On the other hand, recent studies indicate that eating too much salt may also cause chronic inflammation and autoimmune diseases. In an experimental, longitudinal study in healthy individuals, Yi et al. [8] investigated the relationships between salt-intake level (12, 9, and 6 g/day) and the immune system. Interestingly, their findings have shown that there was a strong positive association between high-salt diet and number of monocyte. The decrease in salt consumed has also contributed to diminished production of pro-inflammatory cytokines. The researchers pointed out that high-salt diet may cause excessive immune response [8]. In accordance to these findings, Hucke et al. [9] found that high dietary salt intake promotes the central nervous system autoimmunity accompanied by increased macrophage responses. In the same study, it was noted that increased dietary salt intake may influence multiple sclerosis disease activity by affecting myeloid cell activation [9].

Consequently, there is substantial evidence in favor of salt reduction in the general population.
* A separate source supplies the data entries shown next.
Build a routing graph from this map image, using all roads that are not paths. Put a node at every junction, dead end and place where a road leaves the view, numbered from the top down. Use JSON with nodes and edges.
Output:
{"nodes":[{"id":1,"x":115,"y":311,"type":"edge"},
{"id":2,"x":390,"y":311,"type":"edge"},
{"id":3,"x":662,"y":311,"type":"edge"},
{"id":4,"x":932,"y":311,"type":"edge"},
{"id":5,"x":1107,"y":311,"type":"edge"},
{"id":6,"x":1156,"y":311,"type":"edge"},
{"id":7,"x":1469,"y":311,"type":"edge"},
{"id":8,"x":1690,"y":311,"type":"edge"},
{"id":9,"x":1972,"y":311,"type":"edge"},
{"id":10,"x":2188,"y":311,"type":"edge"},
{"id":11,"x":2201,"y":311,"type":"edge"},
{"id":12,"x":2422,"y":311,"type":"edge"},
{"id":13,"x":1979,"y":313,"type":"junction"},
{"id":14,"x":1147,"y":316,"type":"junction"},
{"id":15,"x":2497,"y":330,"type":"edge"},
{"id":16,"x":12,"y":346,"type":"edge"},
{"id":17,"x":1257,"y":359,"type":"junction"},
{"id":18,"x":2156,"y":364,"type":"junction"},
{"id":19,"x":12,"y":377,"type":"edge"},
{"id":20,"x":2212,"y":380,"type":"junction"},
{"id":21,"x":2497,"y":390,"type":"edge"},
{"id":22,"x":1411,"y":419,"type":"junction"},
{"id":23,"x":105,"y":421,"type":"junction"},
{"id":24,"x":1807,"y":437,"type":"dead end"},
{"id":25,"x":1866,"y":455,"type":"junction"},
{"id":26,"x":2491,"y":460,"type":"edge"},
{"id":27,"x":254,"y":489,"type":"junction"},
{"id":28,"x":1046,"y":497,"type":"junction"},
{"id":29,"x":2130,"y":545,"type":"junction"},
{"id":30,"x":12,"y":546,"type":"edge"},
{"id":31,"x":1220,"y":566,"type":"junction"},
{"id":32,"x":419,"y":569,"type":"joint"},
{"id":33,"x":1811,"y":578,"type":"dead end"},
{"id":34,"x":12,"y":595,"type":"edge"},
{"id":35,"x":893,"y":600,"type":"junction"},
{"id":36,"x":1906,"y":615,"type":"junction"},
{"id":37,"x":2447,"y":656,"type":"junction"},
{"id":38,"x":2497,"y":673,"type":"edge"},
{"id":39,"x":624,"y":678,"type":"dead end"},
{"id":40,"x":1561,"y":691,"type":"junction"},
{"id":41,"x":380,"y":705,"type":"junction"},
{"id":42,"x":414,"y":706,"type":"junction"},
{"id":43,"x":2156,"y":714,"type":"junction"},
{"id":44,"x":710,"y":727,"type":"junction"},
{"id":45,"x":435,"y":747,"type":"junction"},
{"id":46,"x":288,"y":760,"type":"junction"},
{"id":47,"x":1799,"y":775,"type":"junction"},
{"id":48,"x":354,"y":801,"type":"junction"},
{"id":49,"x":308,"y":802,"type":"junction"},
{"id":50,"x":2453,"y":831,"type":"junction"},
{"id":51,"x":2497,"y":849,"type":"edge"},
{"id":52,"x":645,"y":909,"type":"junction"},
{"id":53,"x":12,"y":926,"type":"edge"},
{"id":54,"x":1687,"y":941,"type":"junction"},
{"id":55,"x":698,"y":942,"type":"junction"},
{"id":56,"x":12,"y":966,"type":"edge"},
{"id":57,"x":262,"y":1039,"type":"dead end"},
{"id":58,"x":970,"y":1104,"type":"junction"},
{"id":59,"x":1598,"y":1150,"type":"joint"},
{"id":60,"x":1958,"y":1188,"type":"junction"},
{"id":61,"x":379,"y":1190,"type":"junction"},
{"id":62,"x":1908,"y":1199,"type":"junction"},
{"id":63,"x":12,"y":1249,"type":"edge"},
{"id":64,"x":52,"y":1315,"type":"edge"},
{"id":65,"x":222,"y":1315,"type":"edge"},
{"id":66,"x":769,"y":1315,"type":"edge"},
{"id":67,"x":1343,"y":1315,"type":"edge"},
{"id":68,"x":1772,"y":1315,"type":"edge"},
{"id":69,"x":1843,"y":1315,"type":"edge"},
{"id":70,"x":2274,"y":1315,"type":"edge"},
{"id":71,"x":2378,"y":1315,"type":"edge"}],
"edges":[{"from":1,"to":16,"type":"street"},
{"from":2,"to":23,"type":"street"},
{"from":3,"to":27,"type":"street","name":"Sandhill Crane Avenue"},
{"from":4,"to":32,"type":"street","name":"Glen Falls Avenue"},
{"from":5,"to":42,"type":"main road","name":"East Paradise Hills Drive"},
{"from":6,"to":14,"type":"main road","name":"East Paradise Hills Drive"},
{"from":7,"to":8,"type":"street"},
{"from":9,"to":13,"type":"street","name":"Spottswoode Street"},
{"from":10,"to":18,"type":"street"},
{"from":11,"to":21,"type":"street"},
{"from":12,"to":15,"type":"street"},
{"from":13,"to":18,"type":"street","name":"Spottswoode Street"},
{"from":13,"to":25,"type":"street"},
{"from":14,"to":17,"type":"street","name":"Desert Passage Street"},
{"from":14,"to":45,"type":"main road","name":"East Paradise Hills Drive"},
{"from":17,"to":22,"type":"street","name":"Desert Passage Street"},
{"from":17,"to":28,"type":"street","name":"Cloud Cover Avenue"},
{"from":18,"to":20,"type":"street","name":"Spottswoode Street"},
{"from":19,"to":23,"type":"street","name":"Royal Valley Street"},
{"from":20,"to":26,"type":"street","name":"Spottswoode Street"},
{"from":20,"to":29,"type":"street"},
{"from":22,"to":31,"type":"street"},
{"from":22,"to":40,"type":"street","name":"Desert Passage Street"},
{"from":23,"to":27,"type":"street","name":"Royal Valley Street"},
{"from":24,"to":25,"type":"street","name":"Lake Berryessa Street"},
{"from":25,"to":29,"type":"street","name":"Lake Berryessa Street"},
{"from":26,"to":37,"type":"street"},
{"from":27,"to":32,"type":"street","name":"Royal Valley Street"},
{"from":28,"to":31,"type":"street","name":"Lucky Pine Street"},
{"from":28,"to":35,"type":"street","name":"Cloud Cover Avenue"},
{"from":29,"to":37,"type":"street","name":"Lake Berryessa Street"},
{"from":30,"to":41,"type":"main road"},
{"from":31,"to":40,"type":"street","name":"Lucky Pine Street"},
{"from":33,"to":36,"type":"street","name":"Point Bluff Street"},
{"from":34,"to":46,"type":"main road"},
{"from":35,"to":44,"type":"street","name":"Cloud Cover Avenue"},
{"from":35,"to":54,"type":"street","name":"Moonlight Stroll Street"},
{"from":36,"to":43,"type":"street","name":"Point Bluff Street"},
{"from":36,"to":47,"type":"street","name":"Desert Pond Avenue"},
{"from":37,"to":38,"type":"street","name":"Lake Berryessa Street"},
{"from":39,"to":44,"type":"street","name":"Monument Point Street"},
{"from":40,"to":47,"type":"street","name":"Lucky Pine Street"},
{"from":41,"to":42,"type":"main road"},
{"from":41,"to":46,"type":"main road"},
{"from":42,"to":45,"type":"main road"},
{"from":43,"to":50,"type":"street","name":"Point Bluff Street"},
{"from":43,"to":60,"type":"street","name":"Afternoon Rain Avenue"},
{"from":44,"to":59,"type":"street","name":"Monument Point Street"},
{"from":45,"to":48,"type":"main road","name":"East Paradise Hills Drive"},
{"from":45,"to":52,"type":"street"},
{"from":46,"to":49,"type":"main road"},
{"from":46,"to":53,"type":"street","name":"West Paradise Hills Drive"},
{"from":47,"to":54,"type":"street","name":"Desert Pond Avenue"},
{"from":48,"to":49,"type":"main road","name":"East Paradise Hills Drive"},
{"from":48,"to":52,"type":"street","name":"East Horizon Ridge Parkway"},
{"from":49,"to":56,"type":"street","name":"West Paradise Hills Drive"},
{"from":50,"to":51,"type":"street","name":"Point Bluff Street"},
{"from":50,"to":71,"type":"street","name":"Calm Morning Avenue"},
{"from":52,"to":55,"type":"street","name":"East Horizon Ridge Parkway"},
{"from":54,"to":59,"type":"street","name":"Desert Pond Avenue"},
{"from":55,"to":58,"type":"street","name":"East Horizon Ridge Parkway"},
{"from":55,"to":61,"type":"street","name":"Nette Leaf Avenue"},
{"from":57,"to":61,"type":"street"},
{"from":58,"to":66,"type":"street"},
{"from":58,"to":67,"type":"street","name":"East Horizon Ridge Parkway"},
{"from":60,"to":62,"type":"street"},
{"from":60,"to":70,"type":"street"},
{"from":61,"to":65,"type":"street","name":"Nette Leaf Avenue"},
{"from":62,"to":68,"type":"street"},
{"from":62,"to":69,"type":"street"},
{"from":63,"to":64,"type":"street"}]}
According to a new guideline issued by the World Health Organization [5], adults should consume less than 2 g of sodium per day (equivalent to 5 g salt/day). Basically, while the main source of salt in developed countries comes from salt added to processed foods (outside of the direct control of individual), the main source in developing countries is salt added to food during cooking or at the table [7]. An online cohort study conducted in 6,987 adults from Germany, Austria, the United States, Hungary, India, China, South Africa, and Brazil suggested that the participants generally thought that reducing salt intake is healthy and important. However, about one third (34%) of the participants were not interested in salt consumption reduction and the majority were unaware of recommended salt intake levels [2]. Newson et al. [2] stated that “while some aspects of salt reduction can be globally implemented, local tailoring is required to match level of interest in salt reduction” (p. 22). In this context, a mix of individualand population-based approaches has been identified as the most cost-effective strategy for reducing salt-intake, both developed and developing countries [6,7,10]. The use of self-monitoring devices may be an effective motivational tool for salt restriction [11]. It is anticipated that future studies will provide important evidence regarding the effects of salt and barriers to change in salt consumption.